*Action item*: Search the records below for "image"; copy each line that has it.

** Opening Supplied records block **

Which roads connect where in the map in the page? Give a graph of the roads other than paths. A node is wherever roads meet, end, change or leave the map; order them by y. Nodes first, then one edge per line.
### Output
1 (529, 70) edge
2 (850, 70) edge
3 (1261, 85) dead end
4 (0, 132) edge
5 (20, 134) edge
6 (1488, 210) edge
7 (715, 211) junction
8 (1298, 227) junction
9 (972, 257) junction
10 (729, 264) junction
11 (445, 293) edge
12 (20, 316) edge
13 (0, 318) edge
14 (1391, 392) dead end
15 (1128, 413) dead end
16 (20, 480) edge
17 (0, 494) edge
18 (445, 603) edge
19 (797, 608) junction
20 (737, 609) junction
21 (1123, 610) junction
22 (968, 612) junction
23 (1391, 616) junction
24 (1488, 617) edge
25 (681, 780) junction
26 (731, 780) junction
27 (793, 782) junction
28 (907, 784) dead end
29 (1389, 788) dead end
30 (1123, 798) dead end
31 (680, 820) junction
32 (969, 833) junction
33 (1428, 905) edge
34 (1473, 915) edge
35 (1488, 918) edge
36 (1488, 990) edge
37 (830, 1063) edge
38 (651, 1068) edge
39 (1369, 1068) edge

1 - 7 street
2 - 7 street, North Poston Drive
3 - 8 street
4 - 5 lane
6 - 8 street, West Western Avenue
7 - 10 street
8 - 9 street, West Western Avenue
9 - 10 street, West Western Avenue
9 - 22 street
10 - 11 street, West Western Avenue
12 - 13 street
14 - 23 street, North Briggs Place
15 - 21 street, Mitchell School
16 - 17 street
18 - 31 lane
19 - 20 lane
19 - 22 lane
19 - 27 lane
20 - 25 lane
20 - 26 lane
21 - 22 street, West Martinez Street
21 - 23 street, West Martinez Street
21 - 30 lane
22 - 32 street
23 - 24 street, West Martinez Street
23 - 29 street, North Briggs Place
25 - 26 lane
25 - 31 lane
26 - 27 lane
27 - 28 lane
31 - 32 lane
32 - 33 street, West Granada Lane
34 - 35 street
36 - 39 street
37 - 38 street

** Closing Supplied records block **
** Opening Supplied records block **

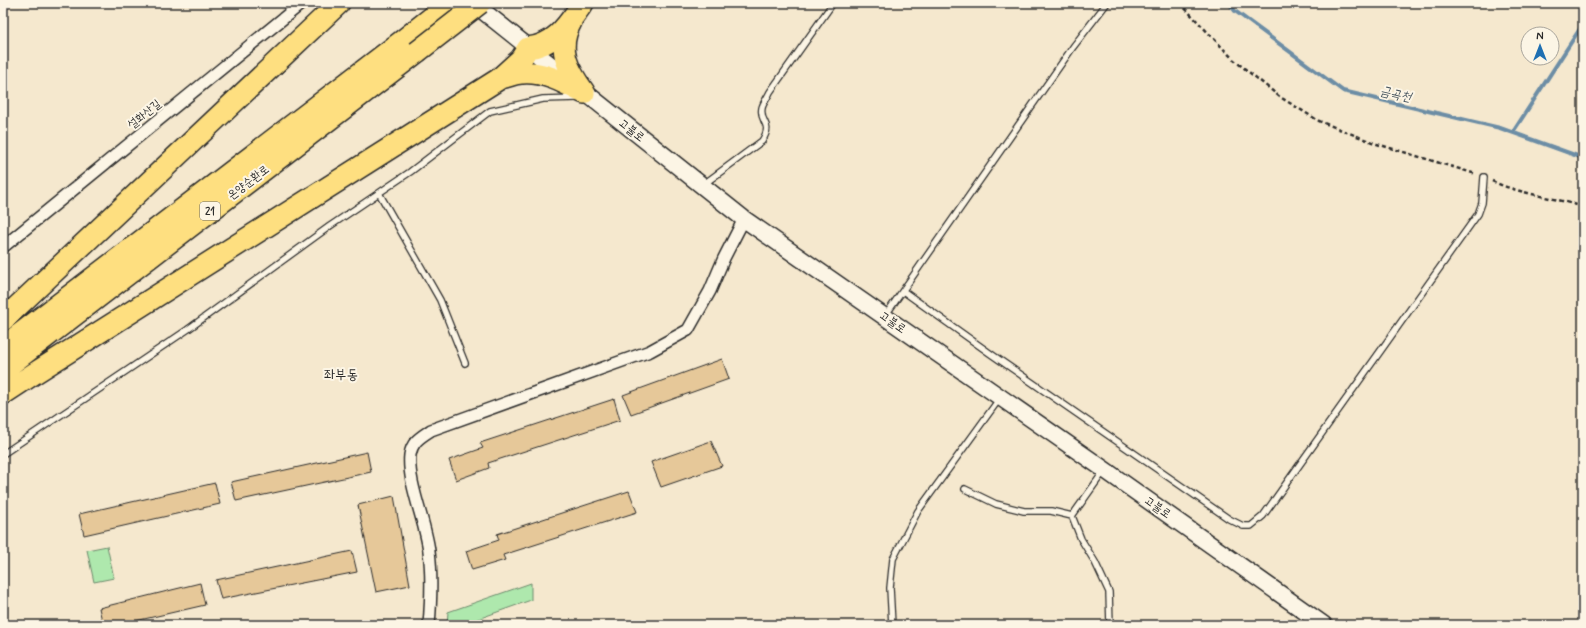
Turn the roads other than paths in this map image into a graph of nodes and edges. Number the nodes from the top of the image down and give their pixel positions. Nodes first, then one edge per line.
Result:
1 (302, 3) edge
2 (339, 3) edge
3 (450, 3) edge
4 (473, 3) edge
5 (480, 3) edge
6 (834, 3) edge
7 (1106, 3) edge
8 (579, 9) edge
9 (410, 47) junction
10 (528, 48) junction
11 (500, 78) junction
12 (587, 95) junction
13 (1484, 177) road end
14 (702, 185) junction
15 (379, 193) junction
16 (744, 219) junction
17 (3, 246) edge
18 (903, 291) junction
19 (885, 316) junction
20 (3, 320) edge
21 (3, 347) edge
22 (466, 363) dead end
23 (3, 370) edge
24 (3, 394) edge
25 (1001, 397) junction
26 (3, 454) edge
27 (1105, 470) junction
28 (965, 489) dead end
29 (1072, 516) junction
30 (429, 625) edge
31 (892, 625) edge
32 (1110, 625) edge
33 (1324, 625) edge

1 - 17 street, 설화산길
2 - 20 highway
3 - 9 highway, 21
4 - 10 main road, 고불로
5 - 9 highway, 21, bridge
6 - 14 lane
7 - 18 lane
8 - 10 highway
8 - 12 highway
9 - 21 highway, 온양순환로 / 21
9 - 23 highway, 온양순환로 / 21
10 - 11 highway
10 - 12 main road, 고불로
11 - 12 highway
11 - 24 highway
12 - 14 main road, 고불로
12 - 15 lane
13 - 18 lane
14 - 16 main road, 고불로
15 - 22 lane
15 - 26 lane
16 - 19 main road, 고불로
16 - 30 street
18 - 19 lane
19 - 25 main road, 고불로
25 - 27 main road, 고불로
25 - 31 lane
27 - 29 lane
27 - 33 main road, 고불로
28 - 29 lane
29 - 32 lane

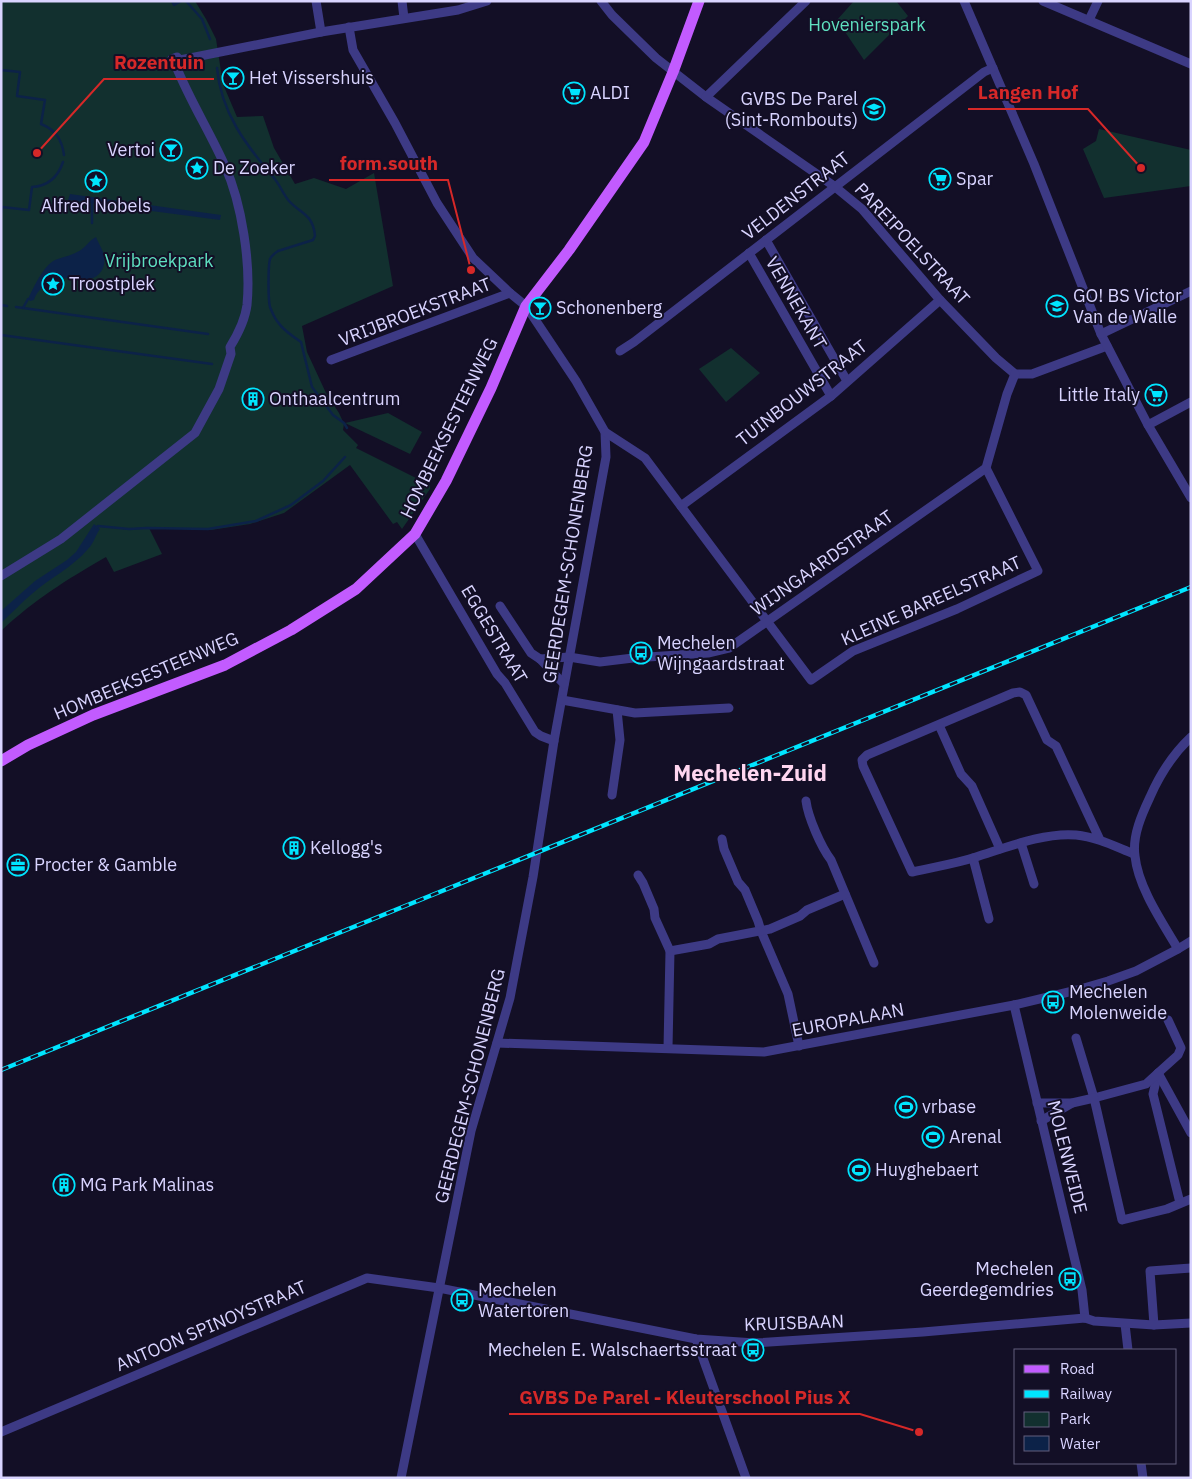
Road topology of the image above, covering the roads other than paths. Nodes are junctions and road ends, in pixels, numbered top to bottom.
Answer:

** Closing Supplied records block **

*Exercise answer*:
Turn the roads other than paths in this map image into a graph of nodes and edges. Number the nodes from the top of the image down and give their pixel positions. Nodes first, then one edge per line.
Road topology of the image above, covering the roads other than paths. Nodes are junctions and road ends, in pixels, numbered top to bottom.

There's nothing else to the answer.